No sétimo capítulo do livro, Os Leopardos de Mumbai, o autor aborda as possíveis origens do vírus, os lugares remotos e os seus mais diferentes reservatórios. Um dos reservatórios de maior relevância é o morcego. Essa ameaça se estabelece a partir do momento em que as ações humanas destroem a biodiversidade, afetando o equilíbrio na vida silvestre, que resulta em um necessário deslocamento do animal para outros ambientes, levando consigo o vírus e promovendo a dispersão viral 88. Borges AA, Suzukawa AA, Zanluca C, Santos CND. SARS-CoV-2: origem, estrutura, morfogênese e transmissão. In: Barral-Netto M, Barreto ML, Pinto Junior EP, Aragão E, organizadores. Construção de conhecimento no curso da pandemia de COVID-19: aspectos biomédicos, clínico-assistenciais, epidemiológicos e sociais. Salvador: EDUFBA; 2020. p. 1-21.. Esse tipo de informação deveria mover a sociedade mundial em uma direção diferente, em que os ambientes naturais fossem respeitados e conservados a sua maneira. Se não por uma consciência ambiental ou por uma valorização da biodiversidade, talvez por um receio justificado de que todo esse processo de disseminação viral aconteça novamente.

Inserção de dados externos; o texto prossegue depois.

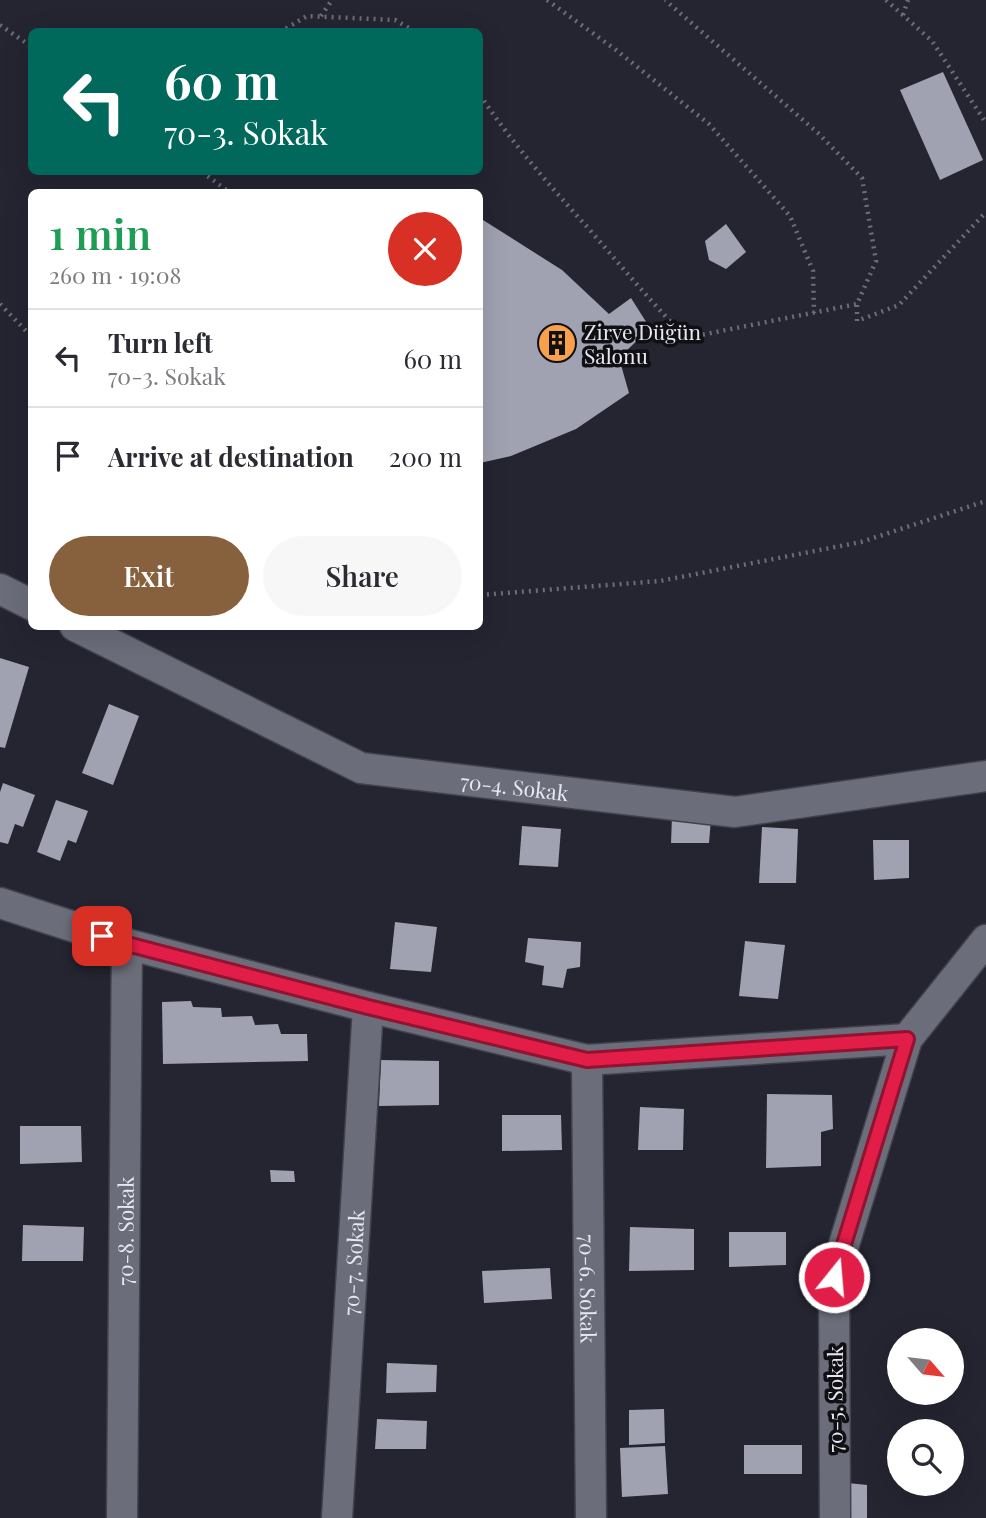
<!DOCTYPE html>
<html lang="en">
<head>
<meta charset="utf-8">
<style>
	body { margin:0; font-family:"Playfair Display",serif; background:#f7f7f7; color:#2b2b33; height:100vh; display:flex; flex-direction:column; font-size:26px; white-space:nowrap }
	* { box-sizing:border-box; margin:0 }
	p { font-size:23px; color:#7c7c81 }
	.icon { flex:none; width:38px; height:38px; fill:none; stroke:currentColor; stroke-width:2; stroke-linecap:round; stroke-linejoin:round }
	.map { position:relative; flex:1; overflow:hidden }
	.drawer { position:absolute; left:28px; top:189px; width:455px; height:441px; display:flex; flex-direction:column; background:#fff; border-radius:10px; box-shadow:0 7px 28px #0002 }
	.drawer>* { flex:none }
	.top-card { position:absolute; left:28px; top:28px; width:455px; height:147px; border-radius:10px; box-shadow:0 7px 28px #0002; background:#00695c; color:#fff; overflow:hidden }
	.needle { width:46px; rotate:118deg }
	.controls { position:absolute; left:887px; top:1328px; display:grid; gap:14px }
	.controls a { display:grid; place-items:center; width:77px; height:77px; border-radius:50%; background:#fff; box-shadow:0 7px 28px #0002; font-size:35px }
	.pin { position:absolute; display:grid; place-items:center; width:60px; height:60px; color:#fff; margin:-30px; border-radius:14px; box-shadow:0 4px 10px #0006 }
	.me { position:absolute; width:77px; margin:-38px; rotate:17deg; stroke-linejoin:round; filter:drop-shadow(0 0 5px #0008) }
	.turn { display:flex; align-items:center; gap:24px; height:147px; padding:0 21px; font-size:32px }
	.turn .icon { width:91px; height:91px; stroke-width:2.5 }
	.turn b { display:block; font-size:49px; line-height:60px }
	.round { display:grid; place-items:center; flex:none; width:74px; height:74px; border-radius:37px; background:#f7f7f7 }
	.head { display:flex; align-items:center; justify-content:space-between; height:119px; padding:0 21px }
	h1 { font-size:42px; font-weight:600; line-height:52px; color:#1e9e55 }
	.action { display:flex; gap:14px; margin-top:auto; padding:14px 21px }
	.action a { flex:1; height:80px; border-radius:42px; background:#87603e; color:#fff; font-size:28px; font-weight:600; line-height:80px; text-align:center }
	.action a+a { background:#f7f7f7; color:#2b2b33 }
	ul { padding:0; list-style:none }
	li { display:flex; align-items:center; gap:21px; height:98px; padding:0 21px; border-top:2px solid #e1e1e2 }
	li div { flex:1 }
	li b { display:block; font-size:26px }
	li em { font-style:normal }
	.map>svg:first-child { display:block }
</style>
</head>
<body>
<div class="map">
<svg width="986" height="1518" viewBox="0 0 986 1518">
	<rect width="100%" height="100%" fill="#252532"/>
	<g fill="#a0a1b1">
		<polygon points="943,72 983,160 940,180 900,90"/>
		<polygon points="480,220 483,220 562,270 609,314 631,298 650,328 619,358 629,393 576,429 511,456 480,463"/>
		<polygon points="726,224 746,252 726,269 709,260 705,241"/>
		<polygon points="0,658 29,667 5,748 0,747"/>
		<polygon points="109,704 139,716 113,785 82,773"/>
		<polygon points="3,783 35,795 23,827 15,824 8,844 0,842 0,792"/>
		<polygon points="56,800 88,811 76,843 68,840 60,861 37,852"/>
		<polygon points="672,816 711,819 709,843 671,843"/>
		<polygon points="522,826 561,829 558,867 519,865"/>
		<polygon points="762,827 798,829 796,883 759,883"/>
		<polygon points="873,840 909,840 909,878 874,880"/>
		<polygon points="395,922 437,927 431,972 390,969"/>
		<polygon points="528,938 581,942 580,967 567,969 563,988 542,985 544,966 525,962"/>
		<polygon points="745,941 785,945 778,999 739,996"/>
		<polygon points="191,1001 193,1007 221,1008 222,1017 252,1016 255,1025 278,1024 281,1034 307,1034 308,1061 163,1064 162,1002"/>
		<polygon points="381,1060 439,1061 439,1105 379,1106"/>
		<polygon points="767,1094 832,1095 833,1129 821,1132 821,1166 766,1168"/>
		<polygon points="640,1107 684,1109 683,1150 638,1150"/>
		<polygon points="502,1115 561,1115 562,1150 502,1151"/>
		<polygon points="20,1126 81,1126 82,1162 20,1164"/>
		<polygon points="270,1170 294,1171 295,1182 271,1182"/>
		<polygon points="23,1225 84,1227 83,1261 22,1261"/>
		<polygon points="630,1227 694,1229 694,1270 629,1271"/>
		<polygon points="729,1232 786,1232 786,1265 729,1267"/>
		<polygon points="550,1268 552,1299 484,1303 482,1271"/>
		<polygon points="387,1363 437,1365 436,1392 386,1393"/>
		<polygon points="664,1409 665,1443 629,1445 629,1410"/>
		<polygon points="377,1419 427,1421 426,1449 375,1449"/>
		<rect x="744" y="1445" width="58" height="29"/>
		<polygon points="665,1446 668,1494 622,1497 620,1448"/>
		<polygon points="848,1483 867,1485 867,1518 846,1518"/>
	</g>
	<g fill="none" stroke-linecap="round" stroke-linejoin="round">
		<defs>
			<g id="minor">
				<polyline points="0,589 32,605"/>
				<path id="s1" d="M75,626L361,768L735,812L986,776"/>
				<polyline points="0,903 127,944 368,1007 587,1060 907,1039"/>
				<path id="s2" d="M587,1060L591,1518"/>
				<path id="s3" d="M122,1518L127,944"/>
				<path id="s4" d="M337,1518L368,1007"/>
				<polyline points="835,1518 834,1277 907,1039 986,940"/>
			</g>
		</defs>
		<use href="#minor" stroke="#42424c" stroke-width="33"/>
		<g stroke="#6d6d79" stroke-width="4.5" stroke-dasharray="2 5" stroke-linecap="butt">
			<polyline points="547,0 616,50 709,124 790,216 813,271 814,313"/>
			<polyline points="886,0 932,41 986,123"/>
			<polyline points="903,15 908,0"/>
			<polyline points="321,16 332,0"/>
			<polyline points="0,25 32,47"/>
			<polyline points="280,32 307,16 395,20 416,32"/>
			<path d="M480,95C512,143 550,186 589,229C621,266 652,303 686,338L857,304L876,261L862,178L818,133L665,0"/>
			<polyline points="202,172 229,192"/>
			<polyline points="0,304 32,337"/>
			<polyline points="857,305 857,321 899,305 986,212"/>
			<polyline points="480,595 660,581 861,542 986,501"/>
		</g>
		<use href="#minor" stroke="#6c6d7b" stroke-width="30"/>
	</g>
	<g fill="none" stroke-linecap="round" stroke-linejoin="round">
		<defs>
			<polyline id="route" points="102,936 127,944 368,1007 587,1060 907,1039 834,1277"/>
		</defs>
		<use href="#route" stroke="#92132f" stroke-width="18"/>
		<use href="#route" stroke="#e11d48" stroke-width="12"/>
	</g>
	<defs>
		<symbol id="building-disc" viewBox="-11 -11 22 22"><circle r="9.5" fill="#f8a04b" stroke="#0f0f14"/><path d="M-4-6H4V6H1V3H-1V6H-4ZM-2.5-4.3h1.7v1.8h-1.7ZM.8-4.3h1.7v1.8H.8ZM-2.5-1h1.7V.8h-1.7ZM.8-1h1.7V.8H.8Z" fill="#111"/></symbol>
	</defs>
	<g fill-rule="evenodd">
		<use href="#building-disc" x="535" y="321" width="44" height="44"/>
	</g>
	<g text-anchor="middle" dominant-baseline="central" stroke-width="7" stroke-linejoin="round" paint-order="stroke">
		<g font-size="21" fill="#e6e7ef" stroke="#0f0f14" text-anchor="start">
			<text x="584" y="331">Zirve Düğün<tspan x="584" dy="24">Salonu</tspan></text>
		</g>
		<g font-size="21" fill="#e6e7ef" stroke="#0f0f14">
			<text stroke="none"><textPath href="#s1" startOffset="474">70-4. Sokak</textPath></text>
			<text stroke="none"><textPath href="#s3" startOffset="287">70-8. Sokak</textPath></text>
			<text stroke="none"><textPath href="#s4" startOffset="256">70-7. Sokak</textPath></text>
			<text stroke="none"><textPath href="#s2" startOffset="229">70-6. Sokak</textPath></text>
			<text transform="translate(834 1399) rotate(-90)">70-5. Sokak</text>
		</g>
	</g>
</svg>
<div class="controls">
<a><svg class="needle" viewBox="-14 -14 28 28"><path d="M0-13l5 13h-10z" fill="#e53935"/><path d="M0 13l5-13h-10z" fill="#7c7c81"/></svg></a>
<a><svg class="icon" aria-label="search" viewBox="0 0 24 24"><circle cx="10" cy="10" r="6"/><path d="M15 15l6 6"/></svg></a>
</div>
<div class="pin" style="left:102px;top:936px;background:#d93025"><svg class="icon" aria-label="arrive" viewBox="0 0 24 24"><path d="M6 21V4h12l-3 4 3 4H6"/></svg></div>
<svg class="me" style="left:834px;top:1277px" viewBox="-20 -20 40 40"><circle r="17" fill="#e11d48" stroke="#fff" stroke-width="3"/><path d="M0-11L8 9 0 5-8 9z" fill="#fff"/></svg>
<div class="top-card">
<div class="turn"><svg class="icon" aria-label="left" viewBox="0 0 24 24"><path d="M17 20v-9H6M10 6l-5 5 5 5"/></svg><div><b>60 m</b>70-3. Sokak</div></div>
</div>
<section class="drawer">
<div class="head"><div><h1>1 min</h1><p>260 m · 19:08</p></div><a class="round" style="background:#d93025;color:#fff"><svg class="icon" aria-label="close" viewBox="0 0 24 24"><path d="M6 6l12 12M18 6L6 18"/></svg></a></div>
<ul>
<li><svg class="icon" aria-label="left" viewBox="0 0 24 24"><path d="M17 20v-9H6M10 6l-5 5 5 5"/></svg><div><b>Turn left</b><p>70-3. Sokak</p></div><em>60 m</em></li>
<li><svg class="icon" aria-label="arrive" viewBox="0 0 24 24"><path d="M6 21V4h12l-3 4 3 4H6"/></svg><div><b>Arrive at destination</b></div><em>200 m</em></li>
</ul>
<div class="action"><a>Exit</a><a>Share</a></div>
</section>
</div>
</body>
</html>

No oitavo capítulo, Ninguém Sabe Tudo, o autor nos lembra que o conhecimento científico tem uma característica fragmentária e provisória, predicados que são fundamentais para sua contínua modificação e avanço. Um exemplo citato no livro é o da feira de Huanan (China), ambiente caracterizado pela sua total falta de higiene e propício para uma disseminação viral, que por isso também é apontado como o local de origem da pandemia. Então, o que se espera é que, de posse desse conhecimento, possamos tomar medidas ambientais, sociais e políticas para que situações como essas da feira não se repitam e não nos coloque novamente em uma situação de ameaça a saúde.

Levando em consideração o tema da obra e a sua abordagem, podemos considerá-la como de significativa relevância para as áreas da Saúde e das Ciências Biológicas, e também para as Ciências de uma forma geral, pois utilizou o tema da COVID-19 para abordar conteúdos mais amplos sobre o desenvolvimento do método científico. Assim, deixamos nossa enfática indicação para a leitura dela aos interessados na temática das epidemias, com um olhar para o futuro. Em última análise, a obra pode contribuir com a formação de um profissional que possui melhor capacidade de, olhando para o passado, enfrentar os desafios do futuro da melhor maneira.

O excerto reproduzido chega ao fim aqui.